▶ **Available records**
*** Begin section ***
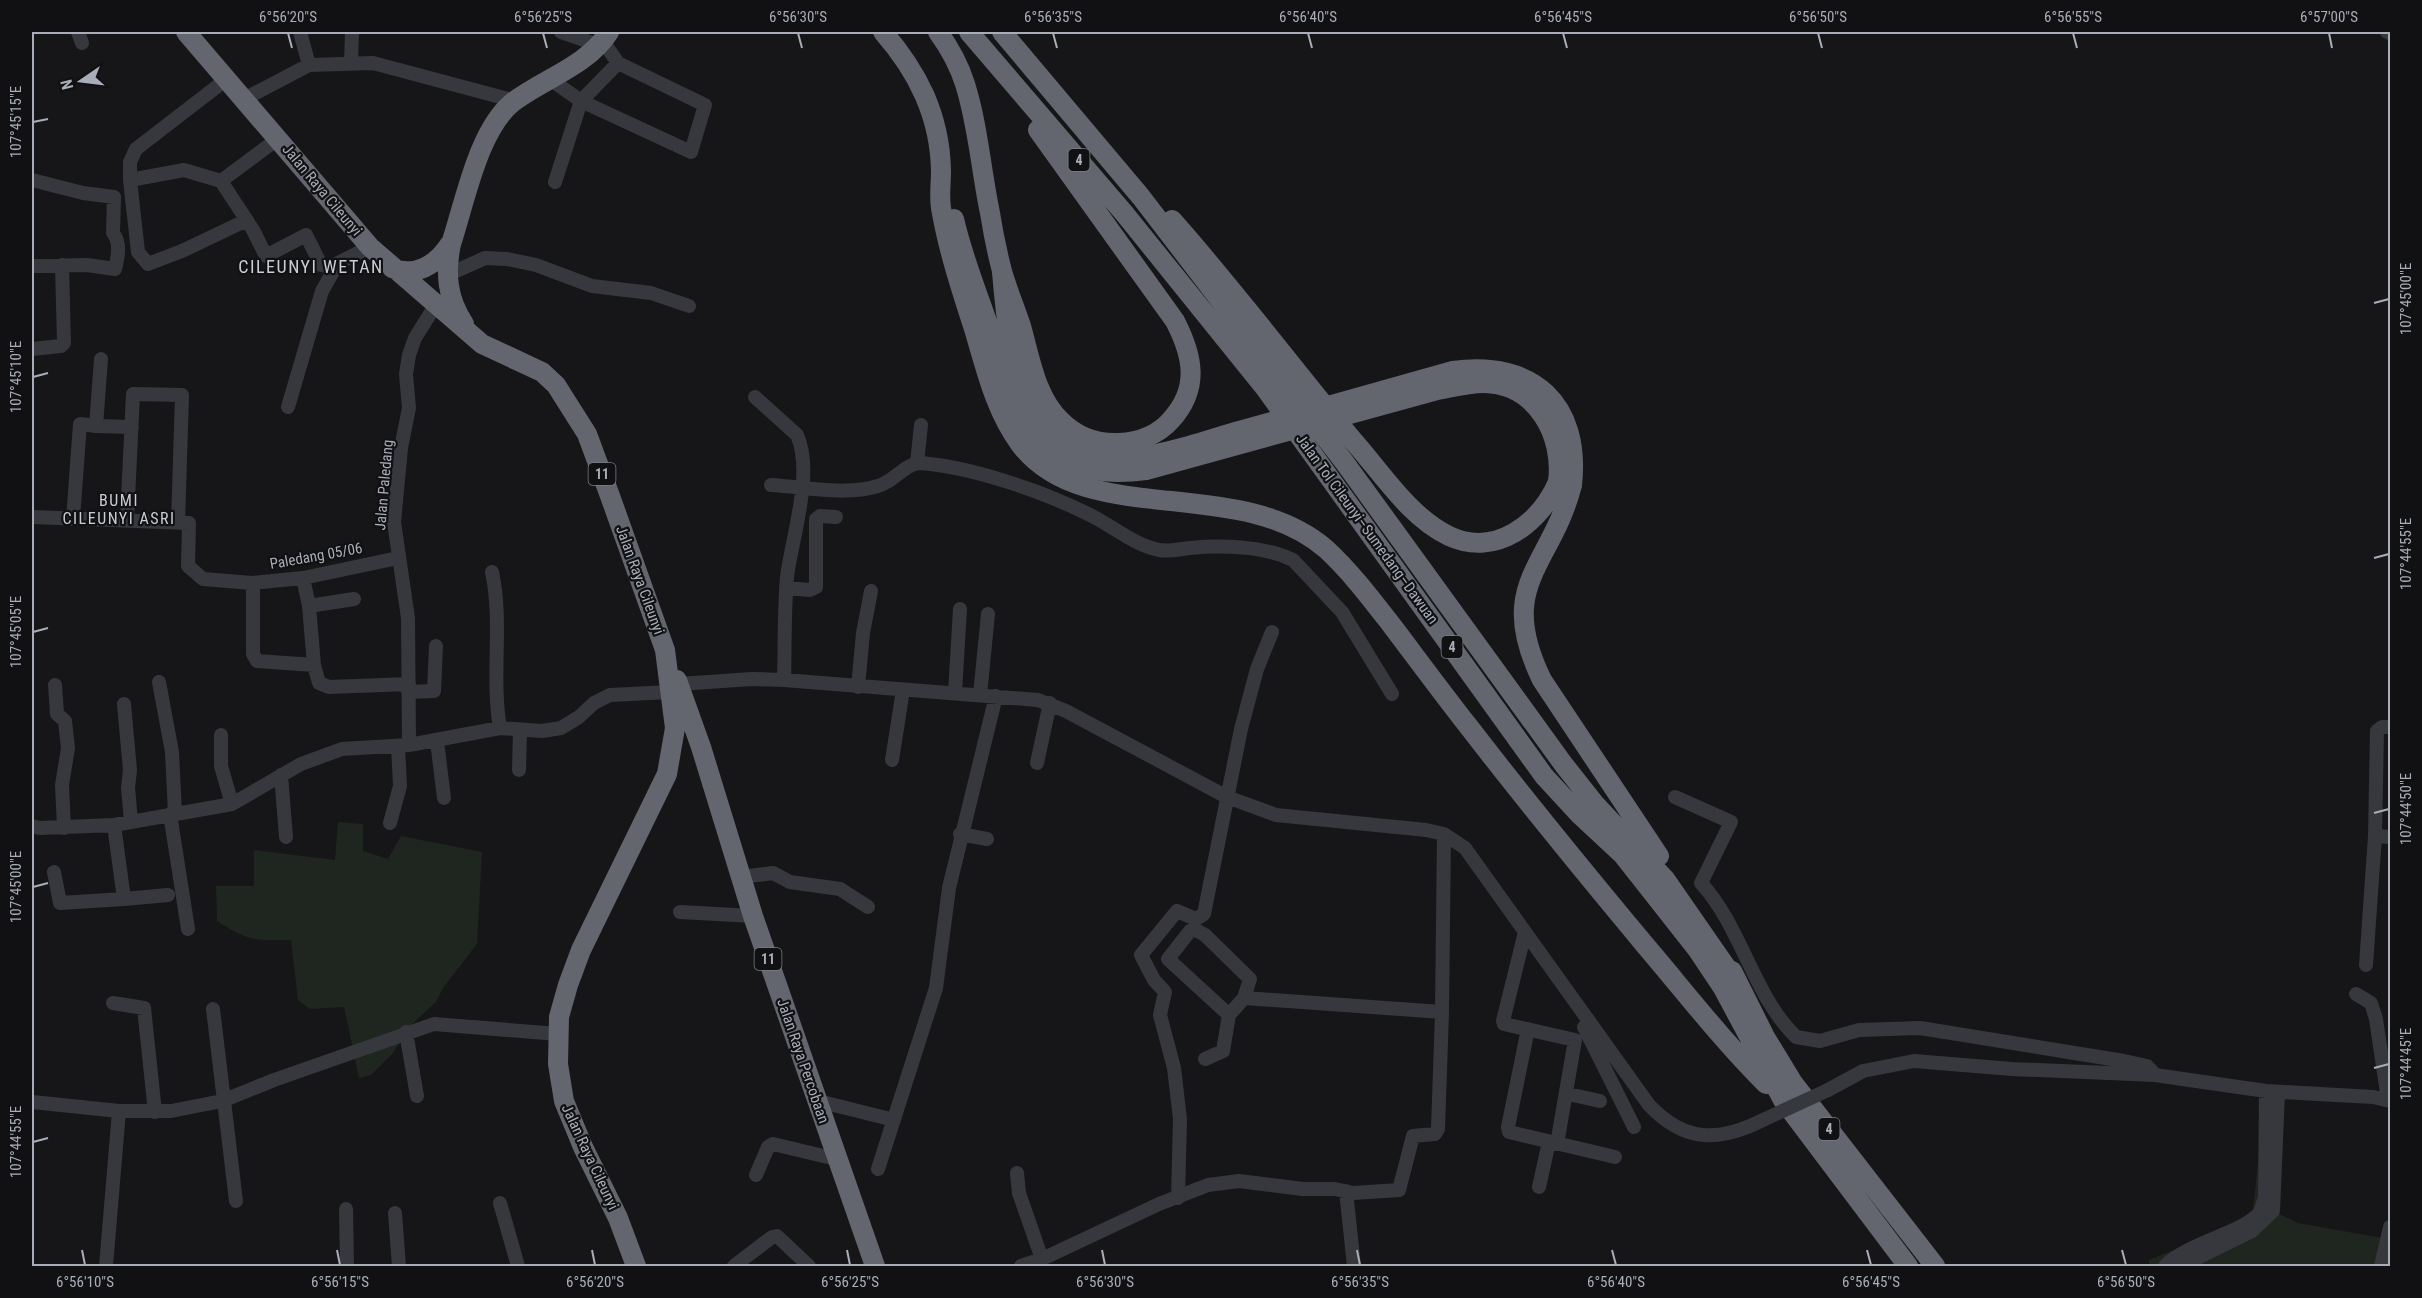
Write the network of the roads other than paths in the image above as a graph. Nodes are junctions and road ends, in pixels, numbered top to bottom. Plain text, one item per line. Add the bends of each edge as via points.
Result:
1 (186, 32) edge
2 (300, 32) edge
3 (352, 32) edge
4 (561, 32) edge
5 (883, 32) edge
6 (897, 32) edge
7 (922, 32) edge
8 (938, 32) edge
9 (968, 32) edge
10 (1003, 32) edge
11 (603, 39) edge
12 (618, 63) junction
13 (351, 64) junction
14 (309, 65) junction
15 (228, 78) junction
16 (550, 78) junction
17 (924, 89) junction
18 (246, 98) junction
19 (516, 101) junction
20 (581, 101) junction
21 (279, 138) junction
22 (979, 154) junction
23 (941, 171) junction
24 (32, 180) edge
25 (130, 180) junction
26 (221, 182) junction
27 (555, 182) dead end
28 (247, 220) junction
29 (451, 243) junction
30 (370, 247) junction
31 (62, 265) junction
32 (32, 266) edge
33 (335, 268) junction
34 (392, 268) junction
35 (1002, 272) junction
36 (1208, 272) junction
37 (447, 275) junction
38 (435, 306) junction
39 (689, 306) dead end
40 (482, 344) junction
41 (32, 349) edge
42 (101, 359) dead end
43 (755, 397) dead end
44 (288, 407) dead end
45 (921, 425) dead end
46 (96, 426) junction
47 (132, 427) junction
48 (916, 463) junction
49 (1565, 484) junction
50 (771, 485) dead end
51 (802, 489) junction
52 (32, 517) edge
53 (836, 517) dead end
54 (73, 519) junction
55 (127, 520) junction
56 (178, 523) junction
57 (398, 558) junction
58 (492, 572) dead end
59 (303, 578) junction
60 (786, 588) junction
61 (253, 590) dead end
62 (871, 591) dead end
63 (354, 599) dead end
64 (309, 606) junction
65 (960, 609) dead end
66 (988, 614) dead end
67 (1272, 632) dead end
68 (436, 646) dead end
69 (665, 650) joint
70 (314, 665) junction
71 (784, 680) junction
72 (159, 682) dead end
73 (55, 685) dead end
74 (858, 687) junction
75 (408, 688) junction
76 (675, 688) junction
77 (903, 690) junction
78 (955, 693) junction
79 (1392, 694) dead end
80 (980, 695) junction
81 (996, 696) junction
82 (1050, 703) junction
83 (124, 704) dead end
84 (2391, 727) edge
85 (500, 728) junction
86 (520, 730) junction
87 (221, 735) dead end
88 (437, 741) junction
89 (403, 746) junction
90 (701, 747) junction
91 (672, 751) junction
92 (892, 760) dead end
93 (1037, 763) dead end
94 (519, 770) dead end
95 (280, 775) junction
96 (2376, 777) junction
97 (2391, 777) edge
98 (1227, 797) junction
99 (1675, 797) dead end
100 (444, 798) dead end
101 (232, 804) junction
102 (173, 813) junction
103 (131, 821) junction
104 (390, 823) dead end
105 (114, 825) junction
106 (32, 826) edge
107 (64, 828) junction
108 (960, 834) junction
109 (1444, 834) junction
110 (2375, 836) junction
111 (286, 837) dead end
112 (2391, 837) edge
113 (987, 839) dead end
114 (54, 872) dead end
115 (741, 878) junction
116 (168, 895) dead end
117 (124, 900) junction
118 (868, 907) dead end
119 (680, 912) dead end
120 (753, 916) junction
121 (188, 929) dead end
122 (1525, 932) junction
123 (2366, 965) dead end
124 (1737, 983) junction
125 (1567, 993) junction
126 (2356, 994) dead end
127 (1244, 998) junction
128 (113, 1003) dead end
129 (213, 1009) dead end
130 (1442, 1012) junction
131 (1229, 1015) junction
132 (2391, 1015) edge
133 (2376, 1019) junction
134 (1528, 1029) junction
135 (406, 1032) junction
136 (558, 1034) junction
137 (1205, 1059) dead end
138 (2155, 1075) junction
139 (2272, 1092) junction
140 (1568, 1094) junction
141 (417, 1096) dead end
142 (1783, 1100) junction
143 (222, 1101) junction
144 (818, 1101) junction
145 (1600, 1101) dead end
146 (2389, 1101) edge
147 (32, 1102) edge
148 (118, 1111) junction
149 (154, 1112) junction
150 (894, 1120) junction
151 (1634, 1127) dead end
152 (1553, 1143) junction
153 (1615, 1156) dead end
154 (836, 1159) junction
155 (878, 1169) dead end
156 (1017, 1173) dead end
157 (756, 1175) dead end
158 (1539, 1187) dead end
159 (1346, 1191) junction
160 (1178, 1198) junction
161 (2270, 1198) junction
162 (236, 1202) dead end
163 (500, 1203) dead end
164 (346, 1209) dead end
165 (394, 1213) dead end
166 (2391, 1227) edge
167 (1042, 1259) junction
168 (106, 1266) edge
169 (346, 1266) edge
170 (399, 1266) edge
171 (518, 1266) edge
172 (636, 1266) edge
173 (734, 1266) edge
174 (809, 1266) edge
175 (875, 1266) edge
176 (1021, 1266) edge
177 (1354, 1266) edge
178 (1908, 1266) edge
179 (1935, 1266) edge
180 (2165, 1266) edge
181 (2181, 1266) edge
182 (2381, 1266) edge

1 - 15 highway, Jalan Raya Cileunyi / 11
2 - 14 street
3 - 13 street
4 - 11 street
5 - 17 highway
6 - 17 highway
7 - 22 highway via 957,91
8 - 22 highway via 965,84
9 - 35 highway, bridge via 1175,321 1191,360 1192,378 1188,396 1166,426 1149,437 1109,443 1091,440 1060,421 1040,388
9 - 142 highway, Jalan Tol Cileunyi–Sumedang–Dawuan / 4 via 1124,213 1265,388 1544,776 1623,855 1697,949 1723,988
10 - 36 highway
11 - 12 street
11 - 16 highway, 11 via 590,55
12 - 20 street
12 - 20 street via 705,105 691,152
13 - 14 street
13 - 19 street via 374,63
14 - 18 street
15 - 18 highway, Jalan Raya Cileunyi / 11
15 - 25 street via 136,149 130,162
16 - 19 highway, 11
16 - 20 street
17 - 23 highway
18 - 21 highway, Jalan Raya Cileunyi / 11
19 - 29 highway, 11 via 490,129
20 - 27 street
21 - 26 street
21 - 30 highway, Jalan Raya Cileunyi / 11
22 - 35 highway
23 - 49 highway, bridge via 964,261 1009,390 1026,425 1055,454 1076,465 1123,473 1146,470 1437,390 1486,383 1527,397 1542,412 1557,443
23 - 142 highway via 940,203 949,246 994,394 1007,426 1040,465 1067,481 1112,494 1253,512 1296,528 1326,549 1371,599 1536,813 1705,1018
24 - 31 street via 114,197 113,233 119,254 115,269
25 - 26 street via 184,170
25 - 28 street via 138,252 148,264
26 - 28 street
28 - 33 street via 266,256 306,236 321,265
29 - 34 highway via 440,260 423,269 406,272
29 - 37 highway, 11
30 - 33 street
30 - 34 highway, Jalan Raya Cileunyi / 11
31 - 32 street
31 - 41 street via 63,343
33 - 44 street via 322,291
34 - 38 highway, Jalan Raya Cileunyi / 11
35 - 49 highway, bridge via 1009,329 1025,391 1048,428 1083,453 1105,458 1158,453 1453,371 1487,368 1518,375 1554,401 1572,438 1575,460
36 - 49 highway via 1378,470 1435,528 1467,541 1509,537 1540,514
36 - 124 highway, Jalan Tol Cileunyi–Sumedang–Dawuan / 4 via 1564,765 1665,879
37 - 39 street via 484,258 507,259 536,265 592,286 651,293
37 - 40 highway, 11 via 455,309
38 - 40 highway, Jalan Raya Cileunyi / 11
38 - 57 street, Jalan Paledang via 415,338 406,374 409,408 394,522
40 - 69 highway, Jalan Raya Cileunyi / 11 via 542,372 568,399 587,434
42 - 46 street
43 - 51 street via 797,435
45 - 48 street
46 - 47 street
46 - 54 street via 80,424
47 - 55 street
47 - 56 street via 133,394 182,395
48 - 51 street via 880,486
48 - 79 street via 943,464 1048,496 1102,521 1125,537 1161,550 1226,547 1283,555 1293,560 1342,612
49 - 124 highway via 1568,502 1529,580 1523,608 1531,657 1587,750 1714,929
50 - 51 street
51 - 60 street
52 - 54 street
53 - 60 street via 816,519 816,587 810,591
54 - 55 street
55 - 56 street
56 - 59 street, Paledang 05/06 via 189,523 188,566 203,579 252,583
57 - 59 street, Paledang 05/06
57 - 75 street, Jalan Paledang via 408,618
58 - 85 street via 498,644 495,696
59 - 64 street
60 - 71 street
61 - 70 street via 253,654 257,661
62 - 74 street
63 - 64 street
64 - 70 street
65 - 78 street
66 - 80 street
67 - 98 street via 1257,669
68 - 75 street via 434,691
69 - 76 highway, Jalan Raya Percobaan / 11
70 - 75 street via 319,683 329,687
71 - 74 street
71 - 76 street via 752,679
72 - 102 street via 172,753
73 - 107 street via 57,714 65,721 68,748 62,785
74 - 77 street
75 - 89 street, Jalan Paledang
76 - 86 street via 610,694 561,728
76 - 90 highway, Jalan Raya Percobaan / 11
76 - 91 highway, Jalan Raya Cileunyi / 11
77 - 78 street
77 - 92 street
78 - 80 street
80 - 81 street
81 - 82 street
81 - 108 street
82 - 93 street
82 - 98 street
83 - 103 street
84 - 96 street via 2377,731
85 - 86 street
85 - 88 street
86 - 94 street
87 - 101 street via 221,766
88 - 89 street
88 - 100 street
89 - 95 street via 342,749
89 - 104 street, Jalan Paledang via 400,786
90 - 91 highway via 689,744
90 - 115 highway, Jalan Raya Percobaan / 11
91 - 136 highway, Jalan Raya Cileunyi / 11 via 667,774 581,950 568,984
95 - 101 street
95 - 111 street
96 - 97 street
96 - 110 street
98 - 109 street via 1284,817
98 - 160 street via 1204,914 1197,918 1177,911 1141,955 1165,992 1160,1015 1174,1068 1180,1119
99 - 138 street via 1731,822 1701,883 1727,917 1775,1011 1796,1037 1820,1041 1859,1030 1920,1028 2124,1061 2147,1066
101 - 102 street
102 - 103 street
102 - 121 street
103 - 105 street
105 - 107 street
105 - 117 street
106 - 107 street
108 - 113 street
108 - 150 street via 936,988
109 - 122 street via 1465,848
109 - 130 street
110 - 112 street
110 - 123 street
114 - 117 street via 60,903
115 - 118 street via 774,873 790,882 840,889
115 - 120 highway, Jalan Raya Percobaan / 11
116 - 117 street
119 - 120 street
120 - 144 highway, Jalan Raya Percobaan / 11
122 - 125 street
122 - 134 street via 1503,1021
124 - 179 highway, 4 via 1793,1083
125 - 138 street, bridge via 1664,1121 1684,1131 1713,1136 1732,1134 1863,1071 1914,1061
125 - 151 street
126 - 133 street via 2371,1003
127 - 130 street
127 - 131 street
127 - 131 street via 1249,977 1205,935 1190,931 1168,956 1169,960
128 - 149 street via 144,1008
129 - 143 street
130 - 159 street via 1437,1134 1413,1136 1397,1192
131 - 137 street via 1223,1051
132 - 133 street
133 - 146 street
134 - 140 street via 1575,1040
134 - 152 street via 1508,1130
135 - 136 street via 434,1024
135 - 141 street
135 - 143 street
136 - 172 highway, Jalan Raya Cileunyi / 11 via 564,1101
138 - 139 street
139 - 146 street
139 - 161 street
140 - 145 street
140 - 152 street
142 - 178 highway, 4
143 - 149 street
143 - 162 street
144 - 150 street
144 - 154 highway, Jalan Raya Percobaan / 11
147 - 148 street
148 - 149 street
148 - 168 street
150 - 155 street
152 - 153 street
152 - 158 street
154 - 157 street via 773,1144
154 - 175 highway, Jalan Raya Percobaan / 11
156 - 167 street via 1019,1193
159 - 160 street via 1303,1190 1239,1181 1208,1185
159 - 177 street
160 - 167 street
161 - 180 street via 2250,1220 2175,1256
161 - 181 street via 2269,1217 2252,1231
163 - 171 street
164 - 169 street
165 - 170 street
166 - 182 street
167 - 176 street
173 - 174 street via 777,1236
*** End section ***
▶ **Required action**
After identifying the lines above that contain "Paledang", copy each one.

▶ **Completed exercise**
38 - 57 street, Jalan Paledang via 415,338 406,374 409,408 394,522
56 - 59 street, Paledang 05/06 via 189,523 188,566 203,579 252,583
57 - 59 street, Paledang 05/06
57 - 75 street, Jalan Paledang via 408,618
75 - 89 street, Jalan Paledang
89 - 104 street, Jalan Paledang via 400,786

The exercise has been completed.